Starting at the first line of the data, please print exactly those lines through the one that holds "M 568,6 L 605,33 L 573,76 L 536,49 Z", omitting every picture.

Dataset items
○ ○ ○ ○ ○ ○ ○

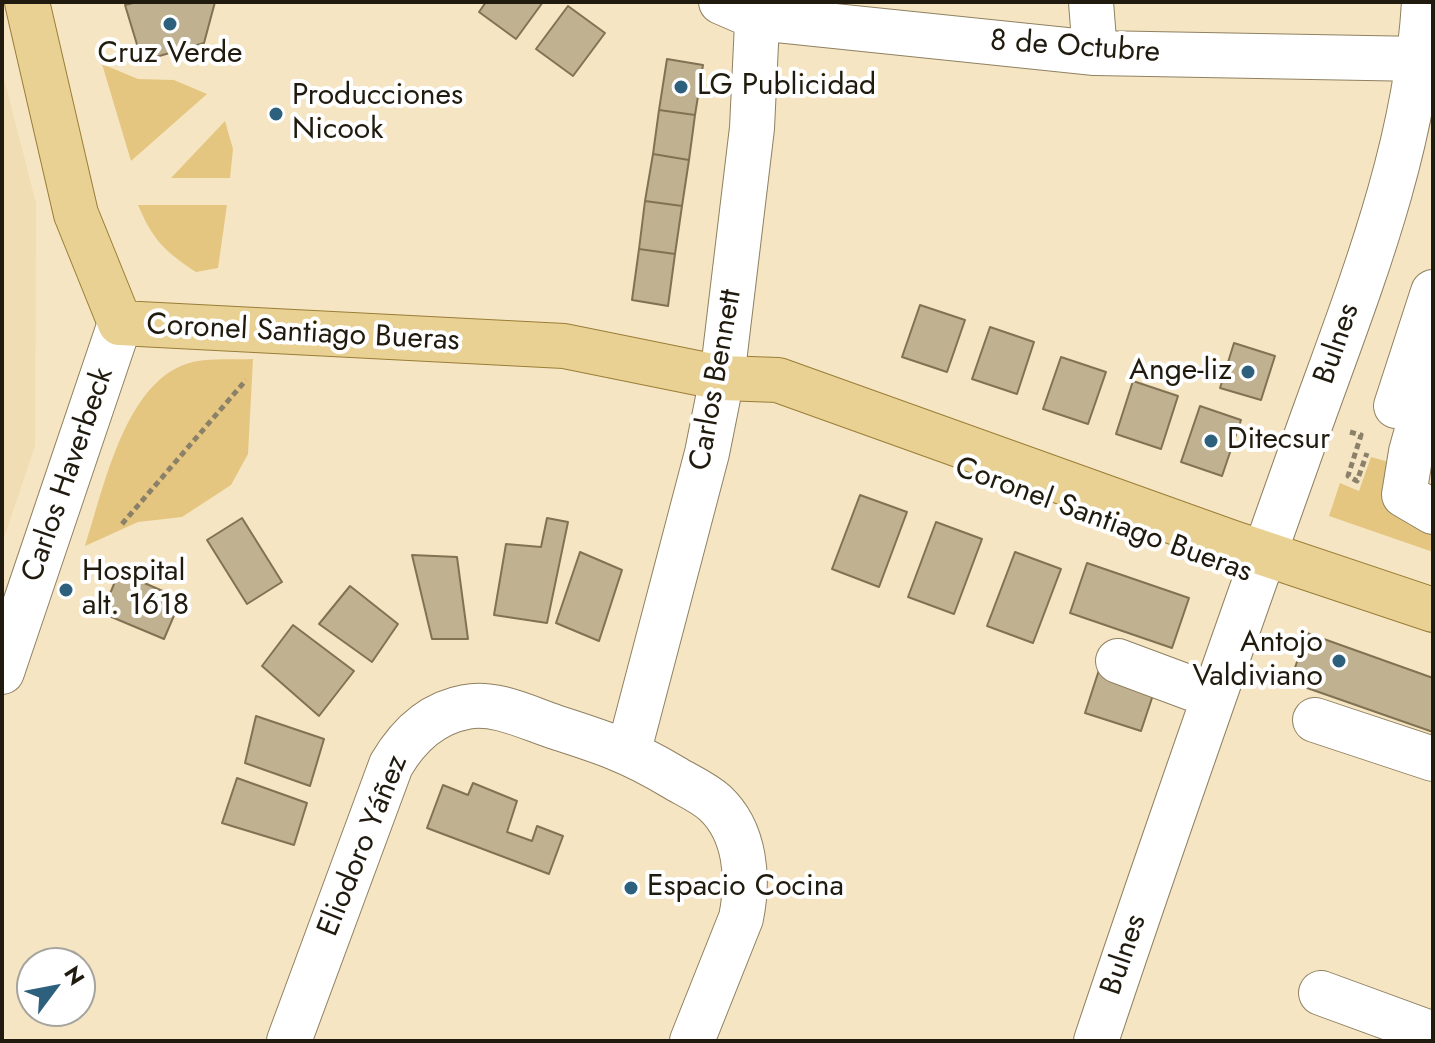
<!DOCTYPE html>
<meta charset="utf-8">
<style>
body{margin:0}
#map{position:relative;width:1435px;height:1043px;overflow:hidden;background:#f5e5c3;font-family:Jost,sans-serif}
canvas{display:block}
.frame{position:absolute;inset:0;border:4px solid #201b0e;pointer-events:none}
.north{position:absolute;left:16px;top:947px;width:80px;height:80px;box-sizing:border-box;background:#fff;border:2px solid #a6a49f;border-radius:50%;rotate:58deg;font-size:22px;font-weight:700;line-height:32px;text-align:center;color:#201b0e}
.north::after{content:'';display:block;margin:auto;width:28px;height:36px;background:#2d607d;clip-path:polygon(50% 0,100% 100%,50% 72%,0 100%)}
</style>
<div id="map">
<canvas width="1435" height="1043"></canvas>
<div class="frame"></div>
<div class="north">N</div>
</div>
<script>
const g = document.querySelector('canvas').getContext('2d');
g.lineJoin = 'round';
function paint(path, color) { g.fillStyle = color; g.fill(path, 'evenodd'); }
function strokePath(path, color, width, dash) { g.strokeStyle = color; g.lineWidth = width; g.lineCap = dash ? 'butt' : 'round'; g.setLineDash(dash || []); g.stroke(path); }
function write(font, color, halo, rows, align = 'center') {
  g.font = font + ' Jost,sans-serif'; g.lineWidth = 8; g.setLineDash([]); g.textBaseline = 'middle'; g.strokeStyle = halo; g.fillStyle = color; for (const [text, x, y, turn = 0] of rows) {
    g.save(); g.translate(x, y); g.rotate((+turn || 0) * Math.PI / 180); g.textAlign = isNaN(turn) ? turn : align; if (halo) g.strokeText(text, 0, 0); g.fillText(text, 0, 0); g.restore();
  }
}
paint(new Path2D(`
 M 2,71 L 36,203 L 35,446 L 2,544 Z`), '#f0ddb3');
paint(new Path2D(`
 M 102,64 L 138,79 L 174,80 L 207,94 L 131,161 Z
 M 225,121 L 233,149 L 230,178 L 171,178 Z
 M 138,205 L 227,205 L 218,268 L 196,272 C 164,251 153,240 138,205 Z
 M 253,359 L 248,454 L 231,485 L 182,517 L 138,522 L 85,546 C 103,491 124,385 186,364 C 204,357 233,360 253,359 Z
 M 1371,457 L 1389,462 L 1433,526 L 1433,552 L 1329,516 L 1340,483 L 1359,491 Z`), '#e5c680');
const building = new Path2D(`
 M 137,2 L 215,2 L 204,43 L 142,61 L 125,5 Z
 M 486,2 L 543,2 L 516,39 L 479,12 Z
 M 568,6 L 605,33 L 573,76 L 536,49 Z
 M 667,59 L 703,65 L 695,115 L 659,110 Z
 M 659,110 L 695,115 L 689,160 L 653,154 Z
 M 653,154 L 689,160 L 682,206 L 645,201 Z
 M 645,201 L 682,206 L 675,254 L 639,249 Z
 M 639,249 L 675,254 L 668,306 L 632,300 Z
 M 920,305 L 965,320 L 947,372 L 902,357 Z
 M 990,327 L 1034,342 L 1017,394 L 972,379 Z
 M 1234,343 L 1275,356 L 1261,400 L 1220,388 Z
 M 1061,357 L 1106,372 L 1088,424 L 1043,409 Z
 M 1133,381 L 1178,396 L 1161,449 L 1116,434 Z
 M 1200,406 L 1241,420 L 1222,476 L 1181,462 Z
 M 860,495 L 907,512 L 879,587 L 832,569 Z
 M 242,518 L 282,582 L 247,604 L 207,540 Z
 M 547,518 L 568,522 L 547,623 L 494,615 L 506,544 L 541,547 Z
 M 936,522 L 982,539 L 954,614 L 908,597 Z
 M 580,552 L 622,570 L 599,641 L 556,623 Z
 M 1015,552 L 1061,569 L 1033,643 L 987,626 Z
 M 412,555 L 457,557 L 468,639 L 432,639 Z
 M 1087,563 L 1189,598 L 1172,648 L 1070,613 Z
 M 119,572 L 181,599 L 164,639 L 102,613 Z
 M 350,586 L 398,624 L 372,662 L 319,624 Z
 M 293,625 L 354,671 L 319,716 L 262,666 Z
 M 1307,633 L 1433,678 L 1433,732 L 1290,682 Z
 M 1099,670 L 1155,689 L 1141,731 L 1085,713 Z
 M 256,716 L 324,739 L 310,786 L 245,763 Z
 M 237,778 L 307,803 L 294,845 L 222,823 Z
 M 473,783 L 517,801 L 507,832 L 532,841 L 537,826 L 563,836 L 549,874 L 427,828 L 443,785 L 468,795 Z`);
paint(building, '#c0b190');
strokePath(building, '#807253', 2);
const minor = new Path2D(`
 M 721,2 L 758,18 L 1095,53 L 1421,59 L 1433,57
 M 1091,2 L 1095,53
 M 1433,373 L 1411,452 L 1404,495 L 1433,512
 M 1396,406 L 1433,292
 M 1118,661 L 1212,696
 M 2,672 L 120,323
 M 1315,720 L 1433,759
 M 629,750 L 707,453 L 722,378 L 752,128 L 758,2
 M 1321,993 L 1433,1034
 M 289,1041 L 391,765 C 408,736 432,713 466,707 C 495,701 528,718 555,727 C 602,742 630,751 673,777 C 686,785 703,792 715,803 C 746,832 749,879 741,918 L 692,1041
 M 1096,1041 C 1161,846 1229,653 1298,459 C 1350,310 1415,162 1424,2`);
const major = new Path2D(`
 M 27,2 L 76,214 L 120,323 L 564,346 L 722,378 L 778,380 L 1230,542 L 1433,610`);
strokePath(minor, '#8f8161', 46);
strokePath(major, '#9a7d36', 46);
strokePath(new Path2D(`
 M 1350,432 L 1361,435 L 1348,476 L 1357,481 L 1367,453
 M 122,524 L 246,380`), '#8b8169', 5, [6, 4]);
strokePath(minor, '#fff', 44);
strokePath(major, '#e9d194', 44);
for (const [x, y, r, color] of [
 [170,24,8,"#2d607d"],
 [681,87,8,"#2d607d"],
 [276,114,8,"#2d607d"],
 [1248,372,8,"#2d607d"],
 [1211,441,8,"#2d607d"],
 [66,590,8,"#2d607d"],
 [1339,661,8,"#2d607d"],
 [631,888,8,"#2d607d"]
]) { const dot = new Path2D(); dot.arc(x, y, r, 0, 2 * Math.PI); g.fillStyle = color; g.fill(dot); strokePath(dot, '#fff', 3); }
write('30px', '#201b0e', '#fff', [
 ["8 de Octubre",1075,48,4],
 ["Coronel Santiago Bueras",303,334,3],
 ["Bulnes",1338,344,-71],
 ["Carlos Bennett",717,380,-80],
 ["Carlos Haverbeck",69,475,-71],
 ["Coronel Santiago Bueras",1103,521,20],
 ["Eliodoro Yáñez",364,846,-68],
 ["Bulnes",1125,955,-71]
]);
write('30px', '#201b0e', '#fff', [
 ["Cruz Verde",170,55,"center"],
 ["LG Publicidad",697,87],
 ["Producciones",292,97],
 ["Nicook",292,131],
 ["Ange-liz",1232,372,"right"],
 ["Ditecsur",1227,441],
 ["Hospital",82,573],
 ["alt. 1618",82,607],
 ["Antojo",1323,644,"right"],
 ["Valdiviano",1323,678,"right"],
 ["Espacio Cocina",647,888]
], 'left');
</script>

○ ○ ○ ○ ○ ○ ○

◆ **Exercise solution**
<!DOCTYPE html>
<meta charset="utf-8">
<style>
body{margin:0}
#map{position:relative;width:1435px;height:1043px;overflow:hidden;background:#f5e5c3;font-family:Jost,sans-serif}
canvas{display:block}
.frame{position:absolute;inset:0;border:4px solid #201b0e;pointer-events:none}
.north{position:absolute;left:16px;top:947px;width:80px;height:80px;box-sizing:border-box;background:#fff;border:2px solid #a6a49f;border-radius:50%;rotate:58deg;font-size:22px;font-weight:700;line-height:32px;text-align:center;color:#201b0e}
.north::after{content:'';display:block;margin:auto;width:28px;height:36px;background:#2d607d;clip-path:polygon(50% 0,100% 100%,50% 72%,0 100%)}
</style>
<div id="map">
<canvas width="1435" height="1043"></canvas>
<div class="frame"></div>
<div class="north">N</div>
</div>
<script>
const g = document.querySelector('canvas').getContext('2d');
g.lineJoin = 'round';
function paint(path, color) { g.fillStyle = color; g.fill(path, 'evenodd'); }
function strokePath(path, color, width, dash) { g.strokeStyle = color; g.lineWidth = width; g.lineCap = dash ? 'butt' : 'round'; g.setLineDash(dash || []); g.stroke(path); }
function write(font, color, halo, rows, align = 'center') {
  g.font = font + ' Jost,sans-serif'; g.lineWidth = 8; g.setLineDash([]); g.textBaseline = 'middle'; g.strokeStyle = halo; g.fillStyle = color; for (const [text, x, y, turn = 0] of rows) {
    g.save(); g.translate(x, y); g.rotate((+turn || 0) * Math.PI / 180); g.textAlign = isNaN(turn) ? turn : align; if (halo) g.strokeText(text, 0, 0); g.fillText(text, 0, 0); g.restore();
  }
}
paint(new Path2D(`
 M 2,71 L 36,203 L 35,446 L 2,544 Z`), '#f0ddb3');
paint(new Path2D(`
 M 102,64 L 138,79 L 174,80 L 207,94 L 131,161 Z
 M 225,121 L 233,149 L 230,178 L 171,178 Z
 M 138,205 L 227,205 L 218,268 L 196,272 C 164,251 153,240 138,205 Z
 M 253,359 L 248,454 L 231,485 L 182,517 L 138,522 L 85,546 C 103,491 124,385 186,364 C 204,357 233,360 253,359 Z
 M 1371,457 L 1389,462 L 1433,526 L 1433,552 L 1329,516 L 1340,483 L 1359,491 Z`), '#e5c680');
const building = new Path2D(`
 M 137,2 L 215,2 L 204,43 L 142,61 L 125,5 Z
 M 486,2 L 543,2 L 516,39 L 479,12 Z
 M 568,6 L 605,33 L 573,76 L 536,49 Z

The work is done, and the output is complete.